EXERCISE PROMPT: Go through the listing and pick out each line with the word "Quadrangle" in it.

---------- SUPPLIED DATA

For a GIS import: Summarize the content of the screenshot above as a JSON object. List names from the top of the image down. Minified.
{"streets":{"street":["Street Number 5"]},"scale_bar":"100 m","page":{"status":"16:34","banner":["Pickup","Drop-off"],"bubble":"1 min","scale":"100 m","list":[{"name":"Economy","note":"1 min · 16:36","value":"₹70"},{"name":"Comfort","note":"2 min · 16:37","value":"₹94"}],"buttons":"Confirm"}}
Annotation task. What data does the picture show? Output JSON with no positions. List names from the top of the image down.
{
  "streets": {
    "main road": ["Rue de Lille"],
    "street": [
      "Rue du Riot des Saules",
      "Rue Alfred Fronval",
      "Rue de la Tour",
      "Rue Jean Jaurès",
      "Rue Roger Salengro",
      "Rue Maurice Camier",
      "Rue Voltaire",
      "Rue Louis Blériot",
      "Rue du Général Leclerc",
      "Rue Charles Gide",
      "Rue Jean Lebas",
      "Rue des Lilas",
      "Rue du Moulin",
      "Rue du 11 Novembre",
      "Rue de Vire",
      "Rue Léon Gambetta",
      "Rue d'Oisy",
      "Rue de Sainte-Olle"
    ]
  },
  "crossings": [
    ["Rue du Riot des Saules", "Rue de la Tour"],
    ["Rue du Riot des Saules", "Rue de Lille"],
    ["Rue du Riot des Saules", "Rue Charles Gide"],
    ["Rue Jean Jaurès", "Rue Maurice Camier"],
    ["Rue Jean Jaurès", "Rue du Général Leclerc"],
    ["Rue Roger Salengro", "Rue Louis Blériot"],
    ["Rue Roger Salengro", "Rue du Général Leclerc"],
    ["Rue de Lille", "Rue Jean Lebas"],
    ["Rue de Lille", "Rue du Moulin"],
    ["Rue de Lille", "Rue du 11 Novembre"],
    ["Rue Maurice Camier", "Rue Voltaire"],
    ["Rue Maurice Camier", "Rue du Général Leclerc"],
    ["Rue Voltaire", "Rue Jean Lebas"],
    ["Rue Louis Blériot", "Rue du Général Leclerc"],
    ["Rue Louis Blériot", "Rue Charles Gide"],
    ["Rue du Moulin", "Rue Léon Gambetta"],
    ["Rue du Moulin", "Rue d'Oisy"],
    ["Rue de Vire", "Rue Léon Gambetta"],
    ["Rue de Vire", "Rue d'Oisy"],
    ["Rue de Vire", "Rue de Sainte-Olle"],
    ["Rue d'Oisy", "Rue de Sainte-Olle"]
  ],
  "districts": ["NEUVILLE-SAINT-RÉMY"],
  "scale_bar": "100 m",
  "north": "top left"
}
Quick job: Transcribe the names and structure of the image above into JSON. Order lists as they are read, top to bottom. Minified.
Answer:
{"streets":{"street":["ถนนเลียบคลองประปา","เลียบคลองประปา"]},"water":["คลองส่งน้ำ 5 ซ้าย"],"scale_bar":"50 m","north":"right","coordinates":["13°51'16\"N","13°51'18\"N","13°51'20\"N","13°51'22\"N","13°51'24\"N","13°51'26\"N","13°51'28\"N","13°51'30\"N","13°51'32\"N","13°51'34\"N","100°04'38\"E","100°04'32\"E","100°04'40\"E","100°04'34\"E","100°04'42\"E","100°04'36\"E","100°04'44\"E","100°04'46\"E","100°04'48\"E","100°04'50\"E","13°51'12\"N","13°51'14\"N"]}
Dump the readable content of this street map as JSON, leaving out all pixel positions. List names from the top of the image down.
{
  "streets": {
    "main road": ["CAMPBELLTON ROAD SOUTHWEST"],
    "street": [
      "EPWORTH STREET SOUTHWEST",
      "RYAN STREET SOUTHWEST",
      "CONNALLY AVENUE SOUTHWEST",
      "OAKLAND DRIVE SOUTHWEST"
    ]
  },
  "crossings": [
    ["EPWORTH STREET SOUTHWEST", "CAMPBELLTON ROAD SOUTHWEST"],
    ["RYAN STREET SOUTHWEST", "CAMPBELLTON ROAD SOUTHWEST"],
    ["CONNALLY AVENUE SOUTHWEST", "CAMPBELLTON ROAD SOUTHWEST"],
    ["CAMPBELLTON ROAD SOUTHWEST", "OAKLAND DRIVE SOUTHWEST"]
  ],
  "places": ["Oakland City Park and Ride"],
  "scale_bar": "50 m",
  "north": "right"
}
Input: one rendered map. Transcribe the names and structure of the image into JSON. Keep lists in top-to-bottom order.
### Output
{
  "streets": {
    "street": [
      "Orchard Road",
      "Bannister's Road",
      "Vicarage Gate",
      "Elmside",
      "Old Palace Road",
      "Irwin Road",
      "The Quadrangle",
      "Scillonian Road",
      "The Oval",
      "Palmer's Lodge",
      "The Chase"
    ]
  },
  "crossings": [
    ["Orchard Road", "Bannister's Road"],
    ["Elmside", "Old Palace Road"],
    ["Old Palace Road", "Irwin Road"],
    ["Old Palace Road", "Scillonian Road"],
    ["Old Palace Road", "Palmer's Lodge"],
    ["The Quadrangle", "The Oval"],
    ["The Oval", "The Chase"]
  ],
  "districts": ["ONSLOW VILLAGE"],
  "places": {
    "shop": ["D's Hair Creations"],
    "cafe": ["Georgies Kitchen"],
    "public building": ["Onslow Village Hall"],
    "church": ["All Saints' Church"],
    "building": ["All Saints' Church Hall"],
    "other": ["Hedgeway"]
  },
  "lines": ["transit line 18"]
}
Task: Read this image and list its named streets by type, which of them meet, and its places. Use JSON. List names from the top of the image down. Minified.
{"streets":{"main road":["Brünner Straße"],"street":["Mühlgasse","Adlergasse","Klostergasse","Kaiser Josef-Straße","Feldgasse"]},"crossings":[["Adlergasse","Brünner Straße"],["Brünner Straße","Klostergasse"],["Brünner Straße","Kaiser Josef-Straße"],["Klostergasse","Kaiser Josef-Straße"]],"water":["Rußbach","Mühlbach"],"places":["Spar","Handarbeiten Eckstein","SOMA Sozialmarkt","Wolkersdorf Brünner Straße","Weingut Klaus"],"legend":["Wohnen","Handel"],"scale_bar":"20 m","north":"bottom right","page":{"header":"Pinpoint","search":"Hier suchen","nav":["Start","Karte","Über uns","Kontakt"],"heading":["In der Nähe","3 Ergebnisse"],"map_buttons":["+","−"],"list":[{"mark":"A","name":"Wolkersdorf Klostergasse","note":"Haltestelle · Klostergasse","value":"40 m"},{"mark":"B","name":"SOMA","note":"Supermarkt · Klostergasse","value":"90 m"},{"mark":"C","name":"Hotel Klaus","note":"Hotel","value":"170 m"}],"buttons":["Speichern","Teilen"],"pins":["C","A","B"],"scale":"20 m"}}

--------------------

RESPONSE TO THIS EXERCISE:
      "The Quadrangle",
    ["The Quadrangle", "The Oval"],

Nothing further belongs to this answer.